For Christians, there is a huge fear that the discovery of the historical, very Jewish Jesus will be an end to their religion. But what is this fear really about? For Christians, Jesus is a living presence. The fear is that a too Jewish Jesus will be an inhabitant of a ghostly culture and will himself be turned into a ghost. It is the difference between life and death.

But Jews as ghosts is a myth, as it is a myth for every Aboriginal group. Jewish culture was never dead or dying, not in the time of Jesus or since. Jesus was not lecturing a dying culture. He was part of and an active participant in a culture that was very much still in bloom. Seeing Jesus as a Jew is to see a lively Jew. Jews in a sense defined themselves by how fiercely they could debate God on matters of justice and peace. God wanted them to keep seeking and refining the Constitution, the Torah. The living, flexible Torah was the lifeblood of Judaism and this was no less true for Jesus, Rabbi Joshua of Nazareth. The Gospels, even John, frequently call him rabbi, they contain this memory, which is no ghostly memory, and they do this precisely because there was so much liveliness in the activity of rabbis.

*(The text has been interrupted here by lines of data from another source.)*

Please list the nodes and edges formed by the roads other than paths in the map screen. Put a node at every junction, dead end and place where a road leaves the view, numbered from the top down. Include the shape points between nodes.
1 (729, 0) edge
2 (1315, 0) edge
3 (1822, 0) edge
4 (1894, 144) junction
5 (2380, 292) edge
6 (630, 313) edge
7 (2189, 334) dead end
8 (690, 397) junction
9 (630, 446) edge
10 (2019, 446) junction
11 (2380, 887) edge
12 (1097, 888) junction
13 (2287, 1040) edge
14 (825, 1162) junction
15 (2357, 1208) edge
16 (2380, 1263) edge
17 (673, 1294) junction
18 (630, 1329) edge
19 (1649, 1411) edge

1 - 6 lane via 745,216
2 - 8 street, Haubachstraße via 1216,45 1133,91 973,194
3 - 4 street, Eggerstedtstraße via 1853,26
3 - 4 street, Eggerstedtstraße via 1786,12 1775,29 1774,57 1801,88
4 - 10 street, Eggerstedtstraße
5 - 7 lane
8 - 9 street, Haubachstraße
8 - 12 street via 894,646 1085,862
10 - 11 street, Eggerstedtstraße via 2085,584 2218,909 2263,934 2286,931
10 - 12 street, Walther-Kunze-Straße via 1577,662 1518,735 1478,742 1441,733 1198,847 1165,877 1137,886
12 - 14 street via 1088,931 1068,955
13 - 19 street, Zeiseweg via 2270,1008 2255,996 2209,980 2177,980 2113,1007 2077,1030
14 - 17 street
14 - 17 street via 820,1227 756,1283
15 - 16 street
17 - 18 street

There is no contradiction between Jesus as a Jew and Jesus as a living presence for Christians. They actually reinforce each other. When the myth of Jews stuck in time, stuck in a primitive religion, loses its force, it will be much easier to see and accept the historical Jesus. 

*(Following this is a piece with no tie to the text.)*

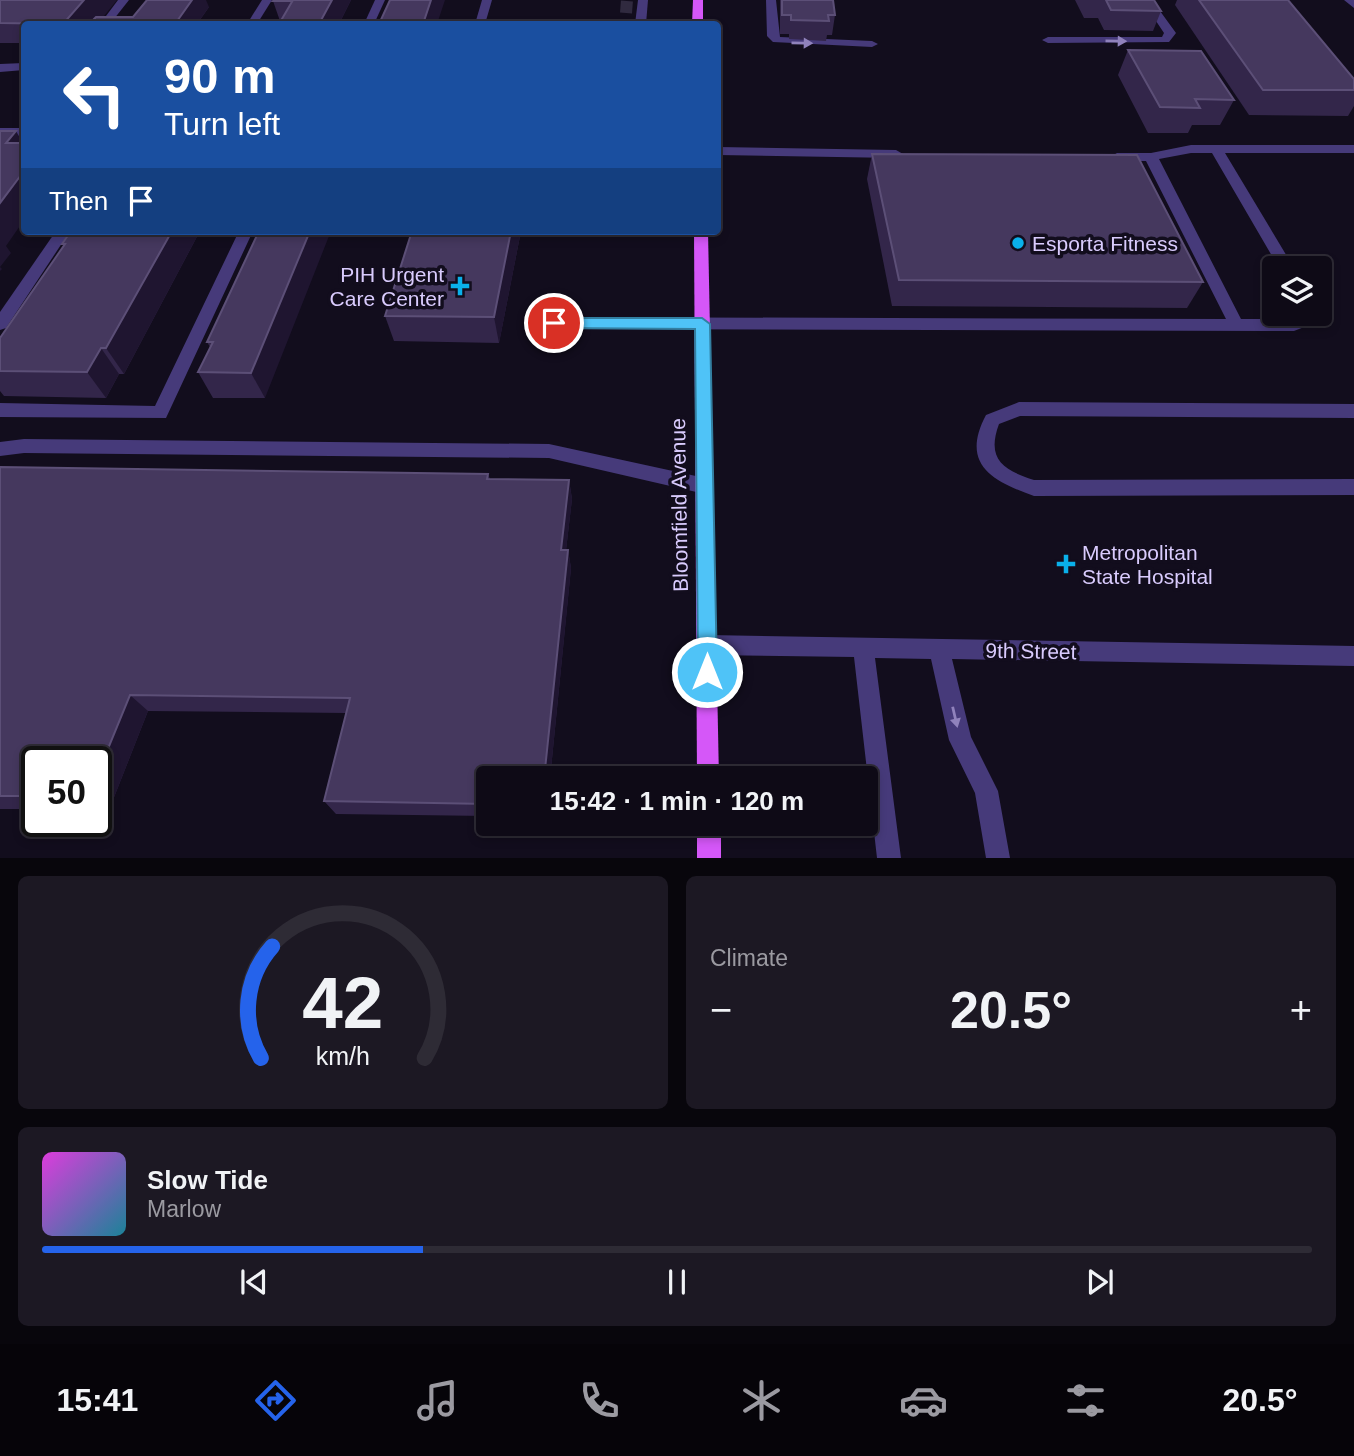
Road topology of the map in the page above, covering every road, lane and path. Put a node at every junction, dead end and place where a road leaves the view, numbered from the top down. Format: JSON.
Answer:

I reach this conclusion with a fair degree of optimism which may be unwarranted. Ghosts, particularly the ghosts of a conquered culture, are really a very confusing business (as Bergland too recognizes). For some, they represent the success of the conquerors’ mission which was to displace and dispossess another culture and render it invisible. On the other hand, the existence of ghosts rebukes this accomplishment, especially if it depended heavily on injustice. Ghosts undermine the victory, or at least the satisfaction in it. Ghosts summon up fear and guilt. They are not welcome.

They are not welcome most of all because they question all triumph—and not just in theory. They implicitly threaten to return to life:  We survived after all. We’re not as gone, as disappeared, as you think. We can tell the truth about what happened, we can bring back banished events, we can expose lies and hubris. We bear witness.

And that really gets to the heart of it. Whatever ghosts mean to different people—whether they prove the conquerors were victorious or they rebuke the conquerors and induce guilt—what they ultimately do is they bear witness. They speak truth to power. That is our deepest fear. They bear witness to truth and lies. That’s a big thing to be legitimately afraid of. 

Jews have for the most part successfully fought the efforts to turn them into ghosts. Independent Jewish culture never disappeared. There were Christian attempts in the Middle Ages to burn the Talmud and even to edit it, but these attempts were limited and mostly a failure. The most seriously compromised Jewish source were the writings of the Jewish-Roman historian Josephus who became Christian property. That was because Jews abandoned him, which is another story. Suffice it to say that an independent Jewish culture and connection to historical sources was always alive and well, and that means a connection to Jesus’s historical context has been maintained. Neither Jewish history nor a Jewish Jesus is a ghost, despite efforts by scholars to render them ghostlike.

Of course, many scholars tend to dream they are successful, even when they are not. For them, Jewish ghostliness is the reality. So Jesus is a ghost too, and as I said, ghosts bear witness. Jesus bears witness to age-old Jewish advice. You will find it in rabbinic literature and in the Gospels: Whoever exalts himself will be humbled and whoever humbles himself will be exalted. Ghosts teach humility. Not all victories are final or forever. Maybe no victories are. The vanquished will live again. The disappeared cultures will return. If you believe in that Jesus, then the historical, Jewish Jesus is no one to fear. He brings only the good news of a living, thriving culture returning (it never really went away), still teaching its message of government by Constitution, firmly based on being in love with justice.